To conclude with our specific example: the pejorative use of 'politically correct' is an instance of authoritarian behaviour (this statement is correct, by the way). This type of authoritarian behaviour is a political nuisance at best (this statement is politically correct). The use of this statement under the misleading umbrella of libertarian with a non-coincidental objective of creating pleasurable associations with 'liberty' is, well, doubly misleading (being mild here). There is no limit to this abuse. It has been on record that some 'libertarians' have made use of the work of G. Orwell in defense of their specific though crime (better; absence-of-thought crime).

Clearly there are things (were things, will be things) that are passed off as politically correct which are not (were not, will not be) correct (above you found a very complex one exposed; the simpler ones are - hmmm - simpler to expose). They have to be exposed to be incorrect (or, more narrowly, politically incorrect).
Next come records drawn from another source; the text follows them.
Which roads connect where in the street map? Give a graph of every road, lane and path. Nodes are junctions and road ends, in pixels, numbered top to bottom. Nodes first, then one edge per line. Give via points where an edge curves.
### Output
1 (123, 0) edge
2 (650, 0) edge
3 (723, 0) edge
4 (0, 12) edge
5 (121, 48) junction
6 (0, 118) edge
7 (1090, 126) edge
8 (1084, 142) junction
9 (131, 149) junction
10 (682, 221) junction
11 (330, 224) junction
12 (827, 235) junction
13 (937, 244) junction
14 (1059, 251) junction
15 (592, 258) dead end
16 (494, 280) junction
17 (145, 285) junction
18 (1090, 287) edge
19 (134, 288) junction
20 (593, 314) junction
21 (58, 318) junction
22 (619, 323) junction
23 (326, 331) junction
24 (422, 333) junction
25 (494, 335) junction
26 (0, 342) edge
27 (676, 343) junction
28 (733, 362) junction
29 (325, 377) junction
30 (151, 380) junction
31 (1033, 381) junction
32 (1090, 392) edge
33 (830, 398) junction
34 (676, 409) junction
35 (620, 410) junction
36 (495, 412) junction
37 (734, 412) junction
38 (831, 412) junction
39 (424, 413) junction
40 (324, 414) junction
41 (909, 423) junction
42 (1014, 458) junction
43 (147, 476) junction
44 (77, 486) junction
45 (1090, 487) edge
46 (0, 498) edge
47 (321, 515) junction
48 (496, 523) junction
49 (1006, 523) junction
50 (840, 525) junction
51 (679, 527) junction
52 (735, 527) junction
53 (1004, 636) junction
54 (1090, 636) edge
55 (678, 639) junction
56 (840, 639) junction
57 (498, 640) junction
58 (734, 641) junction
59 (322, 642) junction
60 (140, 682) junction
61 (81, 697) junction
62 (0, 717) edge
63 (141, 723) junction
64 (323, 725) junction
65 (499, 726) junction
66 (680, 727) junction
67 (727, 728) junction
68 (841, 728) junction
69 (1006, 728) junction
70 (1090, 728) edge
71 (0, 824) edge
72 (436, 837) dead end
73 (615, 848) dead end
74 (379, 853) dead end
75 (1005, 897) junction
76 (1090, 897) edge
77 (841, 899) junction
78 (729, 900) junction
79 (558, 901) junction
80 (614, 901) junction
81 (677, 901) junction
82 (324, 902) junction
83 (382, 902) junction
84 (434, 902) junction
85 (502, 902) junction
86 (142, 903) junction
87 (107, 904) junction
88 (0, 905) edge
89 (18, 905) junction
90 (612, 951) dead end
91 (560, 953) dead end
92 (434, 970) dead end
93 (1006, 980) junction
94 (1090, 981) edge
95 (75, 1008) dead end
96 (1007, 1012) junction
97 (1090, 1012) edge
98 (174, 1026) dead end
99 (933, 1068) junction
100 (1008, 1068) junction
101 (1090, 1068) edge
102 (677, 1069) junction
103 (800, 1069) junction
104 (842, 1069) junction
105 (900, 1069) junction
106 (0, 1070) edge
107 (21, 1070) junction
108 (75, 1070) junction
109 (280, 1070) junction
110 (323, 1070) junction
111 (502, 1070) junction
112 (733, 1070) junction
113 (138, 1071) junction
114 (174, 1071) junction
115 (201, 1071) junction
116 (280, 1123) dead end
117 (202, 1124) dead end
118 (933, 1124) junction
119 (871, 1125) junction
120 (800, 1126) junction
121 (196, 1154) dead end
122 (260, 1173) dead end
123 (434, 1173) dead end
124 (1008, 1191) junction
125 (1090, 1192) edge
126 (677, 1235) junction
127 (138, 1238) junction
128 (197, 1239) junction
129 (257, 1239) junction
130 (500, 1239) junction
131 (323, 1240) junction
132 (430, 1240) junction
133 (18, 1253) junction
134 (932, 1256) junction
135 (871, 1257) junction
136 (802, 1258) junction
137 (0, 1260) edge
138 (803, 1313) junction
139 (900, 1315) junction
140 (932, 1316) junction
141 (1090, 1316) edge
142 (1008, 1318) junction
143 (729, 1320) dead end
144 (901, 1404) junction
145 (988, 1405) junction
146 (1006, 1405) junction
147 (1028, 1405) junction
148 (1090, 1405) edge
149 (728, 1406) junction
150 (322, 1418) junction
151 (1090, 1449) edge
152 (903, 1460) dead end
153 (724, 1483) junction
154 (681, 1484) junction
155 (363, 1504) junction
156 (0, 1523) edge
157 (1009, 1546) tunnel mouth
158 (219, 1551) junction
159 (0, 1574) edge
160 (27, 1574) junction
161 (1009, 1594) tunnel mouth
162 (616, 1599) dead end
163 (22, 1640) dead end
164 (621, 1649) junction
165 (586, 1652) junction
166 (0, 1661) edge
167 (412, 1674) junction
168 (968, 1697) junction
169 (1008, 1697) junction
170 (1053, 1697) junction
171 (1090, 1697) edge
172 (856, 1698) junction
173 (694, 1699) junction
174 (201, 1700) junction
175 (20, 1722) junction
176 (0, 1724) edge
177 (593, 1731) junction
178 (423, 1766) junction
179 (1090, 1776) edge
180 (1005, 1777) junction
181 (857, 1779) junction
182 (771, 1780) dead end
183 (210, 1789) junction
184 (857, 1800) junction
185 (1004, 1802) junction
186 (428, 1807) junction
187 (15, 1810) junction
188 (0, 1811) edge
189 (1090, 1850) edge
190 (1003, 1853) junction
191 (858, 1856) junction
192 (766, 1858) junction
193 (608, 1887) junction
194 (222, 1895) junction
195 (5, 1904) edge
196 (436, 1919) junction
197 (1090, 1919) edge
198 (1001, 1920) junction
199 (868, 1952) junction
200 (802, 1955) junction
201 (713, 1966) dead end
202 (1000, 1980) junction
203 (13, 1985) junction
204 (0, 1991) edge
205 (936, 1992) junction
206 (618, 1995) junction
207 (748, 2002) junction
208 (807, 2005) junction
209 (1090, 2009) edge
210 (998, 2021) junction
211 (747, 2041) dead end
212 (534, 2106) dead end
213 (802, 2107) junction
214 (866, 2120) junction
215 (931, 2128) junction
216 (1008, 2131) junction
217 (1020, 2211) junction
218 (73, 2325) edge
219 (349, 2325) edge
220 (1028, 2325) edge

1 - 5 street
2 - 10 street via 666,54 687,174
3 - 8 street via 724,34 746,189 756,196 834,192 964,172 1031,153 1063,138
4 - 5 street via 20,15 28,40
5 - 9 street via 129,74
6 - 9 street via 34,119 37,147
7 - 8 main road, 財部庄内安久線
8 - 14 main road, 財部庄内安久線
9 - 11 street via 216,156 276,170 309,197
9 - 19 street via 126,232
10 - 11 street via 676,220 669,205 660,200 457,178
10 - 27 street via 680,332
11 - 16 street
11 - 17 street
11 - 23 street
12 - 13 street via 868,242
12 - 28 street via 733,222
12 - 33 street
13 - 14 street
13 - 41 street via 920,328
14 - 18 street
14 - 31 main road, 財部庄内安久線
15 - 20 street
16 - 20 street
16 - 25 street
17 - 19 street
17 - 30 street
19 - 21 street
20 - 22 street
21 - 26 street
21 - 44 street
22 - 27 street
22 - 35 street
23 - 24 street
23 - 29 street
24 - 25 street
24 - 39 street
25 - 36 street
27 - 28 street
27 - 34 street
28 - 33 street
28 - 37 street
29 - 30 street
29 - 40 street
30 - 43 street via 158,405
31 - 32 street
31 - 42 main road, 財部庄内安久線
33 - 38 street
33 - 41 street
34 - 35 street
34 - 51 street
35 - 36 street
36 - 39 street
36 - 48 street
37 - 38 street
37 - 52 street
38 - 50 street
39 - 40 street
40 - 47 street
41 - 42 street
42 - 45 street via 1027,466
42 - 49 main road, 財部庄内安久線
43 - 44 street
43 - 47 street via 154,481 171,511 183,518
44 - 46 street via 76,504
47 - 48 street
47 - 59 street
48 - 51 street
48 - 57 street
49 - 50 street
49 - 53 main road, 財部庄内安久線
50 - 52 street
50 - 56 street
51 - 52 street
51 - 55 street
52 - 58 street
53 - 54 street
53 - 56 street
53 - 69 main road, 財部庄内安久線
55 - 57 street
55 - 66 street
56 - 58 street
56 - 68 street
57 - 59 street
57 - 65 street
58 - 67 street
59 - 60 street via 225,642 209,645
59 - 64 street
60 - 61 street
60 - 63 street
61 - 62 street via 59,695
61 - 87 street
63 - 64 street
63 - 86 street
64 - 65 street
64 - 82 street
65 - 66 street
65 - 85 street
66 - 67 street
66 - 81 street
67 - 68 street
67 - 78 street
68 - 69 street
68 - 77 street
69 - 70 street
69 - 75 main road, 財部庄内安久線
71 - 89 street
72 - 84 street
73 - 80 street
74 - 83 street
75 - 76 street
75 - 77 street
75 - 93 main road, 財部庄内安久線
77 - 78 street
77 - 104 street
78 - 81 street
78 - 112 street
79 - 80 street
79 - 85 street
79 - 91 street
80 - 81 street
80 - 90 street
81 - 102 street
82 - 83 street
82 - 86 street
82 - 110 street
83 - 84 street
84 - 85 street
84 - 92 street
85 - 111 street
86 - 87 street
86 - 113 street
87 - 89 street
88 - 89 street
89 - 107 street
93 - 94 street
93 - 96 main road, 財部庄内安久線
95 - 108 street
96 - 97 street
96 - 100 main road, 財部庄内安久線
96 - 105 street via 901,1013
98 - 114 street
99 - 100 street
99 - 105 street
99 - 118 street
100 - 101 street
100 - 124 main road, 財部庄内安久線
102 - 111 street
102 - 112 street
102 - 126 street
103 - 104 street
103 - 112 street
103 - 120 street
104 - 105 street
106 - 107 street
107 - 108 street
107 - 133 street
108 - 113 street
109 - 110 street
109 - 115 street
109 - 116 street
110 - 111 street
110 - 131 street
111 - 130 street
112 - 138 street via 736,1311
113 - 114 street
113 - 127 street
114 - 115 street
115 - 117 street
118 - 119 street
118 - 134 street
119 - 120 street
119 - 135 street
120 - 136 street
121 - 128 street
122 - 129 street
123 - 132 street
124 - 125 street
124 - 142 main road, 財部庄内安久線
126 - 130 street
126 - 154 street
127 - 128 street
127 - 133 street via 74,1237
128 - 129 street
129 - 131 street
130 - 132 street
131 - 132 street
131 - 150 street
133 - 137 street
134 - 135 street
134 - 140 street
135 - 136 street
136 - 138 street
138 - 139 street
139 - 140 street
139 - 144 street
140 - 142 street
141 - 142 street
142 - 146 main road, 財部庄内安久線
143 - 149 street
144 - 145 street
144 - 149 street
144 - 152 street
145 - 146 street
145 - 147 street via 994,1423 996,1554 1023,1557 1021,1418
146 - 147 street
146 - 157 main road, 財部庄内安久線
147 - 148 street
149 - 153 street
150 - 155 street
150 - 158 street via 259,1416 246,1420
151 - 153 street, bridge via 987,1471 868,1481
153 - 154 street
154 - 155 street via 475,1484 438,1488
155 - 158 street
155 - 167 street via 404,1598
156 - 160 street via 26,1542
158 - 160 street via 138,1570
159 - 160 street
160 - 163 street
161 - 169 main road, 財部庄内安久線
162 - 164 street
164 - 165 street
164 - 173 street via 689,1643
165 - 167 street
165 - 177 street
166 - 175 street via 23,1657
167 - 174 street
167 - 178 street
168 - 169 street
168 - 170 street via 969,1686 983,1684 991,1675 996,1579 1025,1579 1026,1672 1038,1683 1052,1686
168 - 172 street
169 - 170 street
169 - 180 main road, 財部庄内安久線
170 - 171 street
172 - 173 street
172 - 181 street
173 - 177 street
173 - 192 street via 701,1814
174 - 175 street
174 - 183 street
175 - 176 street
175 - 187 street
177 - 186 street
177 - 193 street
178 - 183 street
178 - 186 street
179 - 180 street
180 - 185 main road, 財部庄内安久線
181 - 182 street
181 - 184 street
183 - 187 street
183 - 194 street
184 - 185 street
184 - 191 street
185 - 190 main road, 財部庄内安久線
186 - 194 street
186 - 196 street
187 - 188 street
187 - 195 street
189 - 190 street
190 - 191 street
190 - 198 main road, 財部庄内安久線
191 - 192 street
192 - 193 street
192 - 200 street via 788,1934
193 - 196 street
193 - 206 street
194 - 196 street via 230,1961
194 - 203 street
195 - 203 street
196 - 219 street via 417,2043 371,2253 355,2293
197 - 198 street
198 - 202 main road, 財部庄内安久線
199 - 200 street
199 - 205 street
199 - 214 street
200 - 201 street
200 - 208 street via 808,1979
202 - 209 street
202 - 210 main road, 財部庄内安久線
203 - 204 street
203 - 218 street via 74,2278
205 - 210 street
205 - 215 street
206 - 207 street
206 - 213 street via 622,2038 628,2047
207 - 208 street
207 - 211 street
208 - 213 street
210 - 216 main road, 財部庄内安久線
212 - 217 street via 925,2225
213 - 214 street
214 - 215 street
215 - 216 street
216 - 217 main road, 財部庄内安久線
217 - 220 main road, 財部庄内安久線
That can be done in a variety of ways the most ineffective of which is probably this one.

I will leave it smugly up to the reader to generalize thes messages to other uses of words in an effort to obstruct the progression towards truth and the development of language as such.

A hint for demystification: to illustrate the last two paragraphs I refer to the quote I have quoted above.

Whilst writing this I was listening to Bronski Beat, The Age of Consent.